What you should do — Only the lines containing "Mountain" belong in the answer; find them in the material below.

Information —

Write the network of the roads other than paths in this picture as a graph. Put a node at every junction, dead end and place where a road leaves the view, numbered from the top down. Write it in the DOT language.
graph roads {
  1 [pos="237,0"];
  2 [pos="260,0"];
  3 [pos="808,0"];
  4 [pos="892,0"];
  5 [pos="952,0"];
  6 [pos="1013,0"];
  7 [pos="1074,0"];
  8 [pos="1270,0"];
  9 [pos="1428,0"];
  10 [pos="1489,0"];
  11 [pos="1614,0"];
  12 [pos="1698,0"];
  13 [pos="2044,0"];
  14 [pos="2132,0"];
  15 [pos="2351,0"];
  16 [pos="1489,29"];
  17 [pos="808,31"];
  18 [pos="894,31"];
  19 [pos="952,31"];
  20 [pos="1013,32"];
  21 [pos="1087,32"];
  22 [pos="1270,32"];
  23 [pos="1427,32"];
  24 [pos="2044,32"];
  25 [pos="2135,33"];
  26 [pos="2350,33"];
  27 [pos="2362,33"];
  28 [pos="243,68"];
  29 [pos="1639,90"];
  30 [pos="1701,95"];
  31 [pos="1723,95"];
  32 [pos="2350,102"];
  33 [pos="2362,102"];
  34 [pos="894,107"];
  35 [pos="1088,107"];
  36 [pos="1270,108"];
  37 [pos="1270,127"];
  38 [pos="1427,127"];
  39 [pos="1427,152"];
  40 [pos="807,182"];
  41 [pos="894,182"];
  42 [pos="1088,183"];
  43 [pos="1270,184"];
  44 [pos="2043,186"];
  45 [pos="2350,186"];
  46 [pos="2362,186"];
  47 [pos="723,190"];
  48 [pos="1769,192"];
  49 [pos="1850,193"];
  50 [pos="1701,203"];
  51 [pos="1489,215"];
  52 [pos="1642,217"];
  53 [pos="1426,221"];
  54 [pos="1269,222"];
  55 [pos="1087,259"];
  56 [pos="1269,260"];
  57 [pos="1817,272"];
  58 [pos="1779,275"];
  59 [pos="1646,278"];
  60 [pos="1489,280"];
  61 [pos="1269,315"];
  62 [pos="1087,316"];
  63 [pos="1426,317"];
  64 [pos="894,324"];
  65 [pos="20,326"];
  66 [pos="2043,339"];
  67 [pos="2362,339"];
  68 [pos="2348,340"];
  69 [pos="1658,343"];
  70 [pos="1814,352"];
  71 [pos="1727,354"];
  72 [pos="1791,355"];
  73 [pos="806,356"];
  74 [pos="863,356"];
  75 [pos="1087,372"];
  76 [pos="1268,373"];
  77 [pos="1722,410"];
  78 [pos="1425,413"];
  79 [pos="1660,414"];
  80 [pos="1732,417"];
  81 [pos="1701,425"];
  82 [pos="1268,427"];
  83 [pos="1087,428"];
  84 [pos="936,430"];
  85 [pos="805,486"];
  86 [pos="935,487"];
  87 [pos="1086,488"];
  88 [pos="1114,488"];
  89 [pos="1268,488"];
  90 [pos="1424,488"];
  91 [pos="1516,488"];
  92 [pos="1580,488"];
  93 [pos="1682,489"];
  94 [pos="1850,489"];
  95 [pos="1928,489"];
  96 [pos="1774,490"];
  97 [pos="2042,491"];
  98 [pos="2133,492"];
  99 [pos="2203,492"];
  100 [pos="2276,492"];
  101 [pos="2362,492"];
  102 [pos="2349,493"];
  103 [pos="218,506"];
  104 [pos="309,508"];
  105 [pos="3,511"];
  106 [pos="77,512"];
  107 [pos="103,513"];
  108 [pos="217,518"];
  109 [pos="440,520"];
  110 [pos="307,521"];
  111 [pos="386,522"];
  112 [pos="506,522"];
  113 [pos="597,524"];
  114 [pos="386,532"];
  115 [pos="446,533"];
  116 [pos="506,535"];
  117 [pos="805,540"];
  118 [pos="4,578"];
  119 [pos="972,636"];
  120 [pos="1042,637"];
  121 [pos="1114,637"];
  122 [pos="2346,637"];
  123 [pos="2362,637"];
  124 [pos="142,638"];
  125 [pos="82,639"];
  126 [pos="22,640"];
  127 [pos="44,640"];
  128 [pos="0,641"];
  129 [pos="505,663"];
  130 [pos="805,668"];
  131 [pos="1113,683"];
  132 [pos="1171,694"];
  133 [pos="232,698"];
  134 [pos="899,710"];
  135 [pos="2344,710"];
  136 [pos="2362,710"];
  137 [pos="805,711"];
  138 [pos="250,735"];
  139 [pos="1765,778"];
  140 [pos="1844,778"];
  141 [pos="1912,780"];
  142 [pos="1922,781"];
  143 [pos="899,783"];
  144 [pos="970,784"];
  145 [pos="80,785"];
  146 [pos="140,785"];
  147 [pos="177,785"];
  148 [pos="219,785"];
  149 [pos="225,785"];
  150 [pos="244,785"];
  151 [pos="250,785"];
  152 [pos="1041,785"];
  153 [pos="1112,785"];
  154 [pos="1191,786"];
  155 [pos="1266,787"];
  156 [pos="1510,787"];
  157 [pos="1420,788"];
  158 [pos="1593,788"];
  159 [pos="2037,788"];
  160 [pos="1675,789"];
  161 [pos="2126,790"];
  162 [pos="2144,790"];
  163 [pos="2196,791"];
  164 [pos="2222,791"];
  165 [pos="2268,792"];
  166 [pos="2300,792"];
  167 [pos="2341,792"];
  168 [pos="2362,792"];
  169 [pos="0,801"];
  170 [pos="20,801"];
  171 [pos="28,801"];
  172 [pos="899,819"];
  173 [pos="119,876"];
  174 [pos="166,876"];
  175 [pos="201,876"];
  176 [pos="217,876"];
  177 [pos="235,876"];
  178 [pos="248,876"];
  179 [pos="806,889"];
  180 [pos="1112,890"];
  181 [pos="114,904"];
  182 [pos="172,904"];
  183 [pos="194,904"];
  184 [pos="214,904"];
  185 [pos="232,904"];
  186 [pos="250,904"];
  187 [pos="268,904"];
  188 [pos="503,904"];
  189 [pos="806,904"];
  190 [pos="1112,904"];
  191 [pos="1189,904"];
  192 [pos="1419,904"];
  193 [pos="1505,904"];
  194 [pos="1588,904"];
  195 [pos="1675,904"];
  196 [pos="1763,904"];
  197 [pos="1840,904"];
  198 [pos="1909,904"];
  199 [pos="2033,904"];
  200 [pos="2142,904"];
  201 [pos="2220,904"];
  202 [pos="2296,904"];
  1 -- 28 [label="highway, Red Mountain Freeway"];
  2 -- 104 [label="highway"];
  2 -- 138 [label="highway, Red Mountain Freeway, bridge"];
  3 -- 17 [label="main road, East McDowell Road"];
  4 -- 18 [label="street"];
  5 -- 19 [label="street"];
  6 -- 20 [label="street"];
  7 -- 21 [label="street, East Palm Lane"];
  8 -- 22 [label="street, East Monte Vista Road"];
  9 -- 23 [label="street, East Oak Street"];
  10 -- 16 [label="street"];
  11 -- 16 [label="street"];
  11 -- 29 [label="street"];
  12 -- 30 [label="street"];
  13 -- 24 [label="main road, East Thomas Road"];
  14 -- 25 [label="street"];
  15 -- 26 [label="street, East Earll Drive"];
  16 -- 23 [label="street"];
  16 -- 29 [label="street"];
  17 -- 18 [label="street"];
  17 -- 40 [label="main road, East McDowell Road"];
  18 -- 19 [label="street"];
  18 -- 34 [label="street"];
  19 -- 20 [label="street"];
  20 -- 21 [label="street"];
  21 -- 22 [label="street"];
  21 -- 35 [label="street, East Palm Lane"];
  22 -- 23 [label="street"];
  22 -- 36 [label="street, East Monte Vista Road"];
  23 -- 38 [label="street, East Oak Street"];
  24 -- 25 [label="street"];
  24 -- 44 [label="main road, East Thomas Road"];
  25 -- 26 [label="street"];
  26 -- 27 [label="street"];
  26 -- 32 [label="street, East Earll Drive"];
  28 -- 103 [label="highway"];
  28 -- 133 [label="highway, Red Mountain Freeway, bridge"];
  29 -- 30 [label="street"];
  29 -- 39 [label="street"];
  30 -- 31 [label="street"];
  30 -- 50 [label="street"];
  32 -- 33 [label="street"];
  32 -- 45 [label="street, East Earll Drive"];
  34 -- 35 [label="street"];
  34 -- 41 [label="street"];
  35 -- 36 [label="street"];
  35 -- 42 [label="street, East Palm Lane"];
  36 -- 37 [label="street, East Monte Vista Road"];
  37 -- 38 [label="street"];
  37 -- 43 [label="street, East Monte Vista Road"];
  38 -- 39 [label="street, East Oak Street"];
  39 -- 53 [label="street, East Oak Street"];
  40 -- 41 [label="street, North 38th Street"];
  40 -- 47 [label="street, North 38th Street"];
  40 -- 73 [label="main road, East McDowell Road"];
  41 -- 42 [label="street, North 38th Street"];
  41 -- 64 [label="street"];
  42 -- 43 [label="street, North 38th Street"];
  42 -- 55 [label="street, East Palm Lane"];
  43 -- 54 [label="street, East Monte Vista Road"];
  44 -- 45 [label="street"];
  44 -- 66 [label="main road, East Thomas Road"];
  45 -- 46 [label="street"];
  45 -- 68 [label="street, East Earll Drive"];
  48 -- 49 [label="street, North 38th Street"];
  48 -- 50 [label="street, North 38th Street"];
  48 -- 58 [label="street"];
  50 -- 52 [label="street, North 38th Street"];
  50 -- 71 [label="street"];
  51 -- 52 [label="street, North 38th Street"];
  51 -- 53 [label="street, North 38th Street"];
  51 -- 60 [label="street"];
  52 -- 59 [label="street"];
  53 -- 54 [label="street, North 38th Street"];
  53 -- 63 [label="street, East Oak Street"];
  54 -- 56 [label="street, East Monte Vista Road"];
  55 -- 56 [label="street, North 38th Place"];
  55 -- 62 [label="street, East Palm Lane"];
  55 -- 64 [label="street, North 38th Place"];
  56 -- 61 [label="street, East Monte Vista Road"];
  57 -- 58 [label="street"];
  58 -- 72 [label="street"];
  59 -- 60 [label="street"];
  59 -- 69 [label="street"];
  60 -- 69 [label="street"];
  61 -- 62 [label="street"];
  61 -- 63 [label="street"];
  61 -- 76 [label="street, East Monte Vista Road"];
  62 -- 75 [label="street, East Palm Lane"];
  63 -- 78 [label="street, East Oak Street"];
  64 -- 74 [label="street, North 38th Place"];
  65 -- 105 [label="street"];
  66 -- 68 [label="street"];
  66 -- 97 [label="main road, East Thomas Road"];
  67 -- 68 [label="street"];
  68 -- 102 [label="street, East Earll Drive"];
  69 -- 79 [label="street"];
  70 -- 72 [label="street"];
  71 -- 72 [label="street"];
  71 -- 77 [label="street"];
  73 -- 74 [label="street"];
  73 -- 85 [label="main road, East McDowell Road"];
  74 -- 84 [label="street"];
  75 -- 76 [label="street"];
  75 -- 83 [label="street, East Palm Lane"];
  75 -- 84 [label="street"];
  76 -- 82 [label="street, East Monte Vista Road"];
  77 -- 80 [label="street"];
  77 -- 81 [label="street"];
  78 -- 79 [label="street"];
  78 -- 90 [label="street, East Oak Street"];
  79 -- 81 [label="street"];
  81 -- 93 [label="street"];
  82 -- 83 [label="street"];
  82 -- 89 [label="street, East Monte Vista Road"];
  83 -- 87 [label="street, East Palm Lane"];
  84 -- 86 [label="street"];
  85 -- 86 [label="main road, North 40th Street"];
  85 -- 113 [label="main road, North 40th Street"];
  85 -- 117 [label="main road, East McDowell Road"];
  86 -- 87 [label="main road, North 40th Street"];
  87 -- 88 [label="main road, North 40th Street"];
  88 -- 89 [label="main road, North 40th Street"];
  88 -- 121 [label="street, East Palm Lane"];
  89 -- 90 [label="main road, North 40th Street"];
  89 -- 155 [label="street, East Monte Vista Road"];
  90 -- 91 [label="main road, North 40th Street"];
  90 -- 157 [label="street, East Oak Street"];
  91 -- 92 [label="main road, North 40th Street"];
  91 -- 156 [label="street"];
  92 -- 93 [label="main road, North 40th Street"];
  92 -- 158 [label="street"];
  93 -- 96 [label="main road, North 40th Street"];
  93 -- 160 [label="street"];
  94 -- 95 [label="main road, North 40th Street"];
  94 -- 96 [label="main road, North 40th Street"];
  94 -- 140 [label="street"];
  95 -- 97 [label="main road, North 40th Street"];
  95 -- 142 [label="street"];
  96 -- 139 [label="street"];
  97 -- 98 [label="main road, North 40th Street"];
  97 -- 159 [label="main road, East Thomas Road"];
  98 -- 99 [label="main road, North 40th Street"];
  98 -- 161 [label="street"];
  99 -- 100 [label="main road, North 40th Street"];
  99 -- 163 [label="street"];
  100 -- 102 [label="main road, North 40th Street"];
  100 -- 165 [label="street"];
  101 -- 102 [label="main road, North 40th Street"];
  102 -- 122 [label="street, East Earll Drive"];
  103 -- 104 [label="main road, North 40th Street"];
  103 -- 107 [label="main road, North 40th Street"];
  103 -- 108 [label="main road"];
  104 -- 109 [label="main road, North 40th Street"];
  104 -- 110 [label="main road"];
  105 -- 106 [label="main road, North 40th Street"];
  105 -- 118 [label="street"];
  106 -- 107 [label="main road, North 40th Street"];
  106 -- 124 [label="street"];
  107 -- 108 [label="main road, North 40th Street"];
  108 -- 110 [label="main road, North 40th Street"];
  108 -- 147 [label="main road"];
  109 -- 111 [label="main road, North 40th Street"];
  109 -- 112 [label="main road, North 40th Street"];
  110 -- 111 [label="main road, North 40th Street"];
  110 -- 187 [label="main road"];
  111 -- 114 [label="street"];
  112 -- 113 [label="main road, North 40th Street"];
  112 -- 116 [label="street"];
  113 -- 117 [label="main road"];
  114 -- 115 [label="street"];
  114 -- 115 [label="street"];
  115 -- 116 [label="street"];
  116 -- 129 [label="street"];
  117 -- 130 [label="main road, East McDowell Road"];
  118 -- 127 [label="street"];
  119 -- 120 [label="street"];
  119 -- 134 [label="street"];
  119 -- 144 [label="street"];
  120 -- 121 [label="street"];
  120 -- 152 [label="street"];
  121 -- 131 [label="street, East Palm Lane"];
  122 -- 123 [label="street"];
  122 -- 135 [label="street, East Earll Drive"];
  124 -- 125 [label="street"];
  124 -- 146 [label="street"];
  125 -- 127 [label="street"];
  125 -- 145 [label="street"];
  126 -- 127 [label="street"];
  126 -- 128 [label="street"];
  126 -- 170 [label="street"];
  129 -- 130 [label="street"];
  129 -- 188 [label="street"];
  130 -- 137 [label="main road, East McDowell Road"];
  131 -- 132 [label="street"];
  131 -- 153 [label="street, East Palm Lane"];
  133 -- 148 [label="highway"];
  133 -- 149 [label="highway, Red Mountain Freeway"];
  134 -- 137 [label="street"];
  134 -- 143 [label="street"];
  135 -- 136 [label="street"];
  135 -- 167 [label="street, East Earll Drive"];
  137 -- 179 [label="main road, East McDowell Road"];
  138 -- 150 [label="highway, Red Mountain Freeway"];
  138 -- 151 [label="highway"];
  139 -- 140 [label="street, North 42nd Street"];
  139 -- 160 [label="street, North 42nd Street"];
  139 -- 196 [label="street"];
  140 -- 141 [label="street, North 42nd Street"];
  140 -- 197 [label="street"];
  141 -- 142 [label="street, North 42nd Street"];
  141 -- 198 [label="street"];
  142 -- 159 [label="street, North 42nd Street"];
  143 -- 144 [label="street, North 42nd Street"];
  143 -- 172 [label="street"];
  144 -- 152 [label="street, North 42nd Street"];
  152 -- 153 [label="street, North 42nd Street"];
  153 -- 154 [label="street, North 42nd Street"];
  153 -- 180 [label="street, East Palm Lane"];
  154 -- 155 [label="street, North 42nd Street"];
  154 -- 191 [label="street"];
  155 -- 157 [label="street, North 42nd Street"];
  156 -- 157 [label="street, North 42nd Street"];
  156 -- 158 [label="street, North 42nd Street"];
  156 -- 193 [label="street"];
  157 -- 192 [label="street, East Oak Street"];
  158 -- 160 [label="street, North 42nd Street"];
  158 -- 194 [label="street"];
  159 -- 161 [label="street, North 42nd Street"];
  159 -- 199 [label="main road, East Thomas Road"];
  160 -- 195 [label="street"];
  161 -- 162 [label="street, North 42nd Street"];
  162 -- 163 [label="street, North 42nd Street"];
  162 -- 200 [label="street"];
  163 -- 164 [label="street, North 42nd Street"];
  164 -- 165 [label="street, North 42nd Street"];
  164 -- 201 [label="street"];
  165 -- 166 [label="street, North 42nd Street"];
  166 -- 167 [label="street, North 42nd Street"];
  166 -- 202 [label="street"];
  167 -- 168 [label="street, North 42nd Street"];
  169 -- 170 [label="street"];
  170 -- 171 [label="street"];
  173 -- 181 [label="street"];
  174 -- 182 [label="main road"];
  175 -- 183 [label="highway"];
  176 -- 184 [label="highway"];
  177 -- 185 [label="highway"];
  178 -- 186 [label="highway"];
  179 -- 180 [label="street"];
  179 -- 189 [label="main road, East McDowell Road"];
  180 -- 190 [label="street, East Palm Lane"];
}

Written reply —
  1 -- 28 [label="highway, Red Mountain Freeway"];
  2 -- 138 [label="highway, Red Mountain Freeway, bridge"];
  28 -- 133 [label="highway, Red Mountain Freeway, bridge"];
  133 -- 149 [label="highway, Red Mountain Freeway"];
  138 -- 150 [label="highway, Red Mountain Freeway"];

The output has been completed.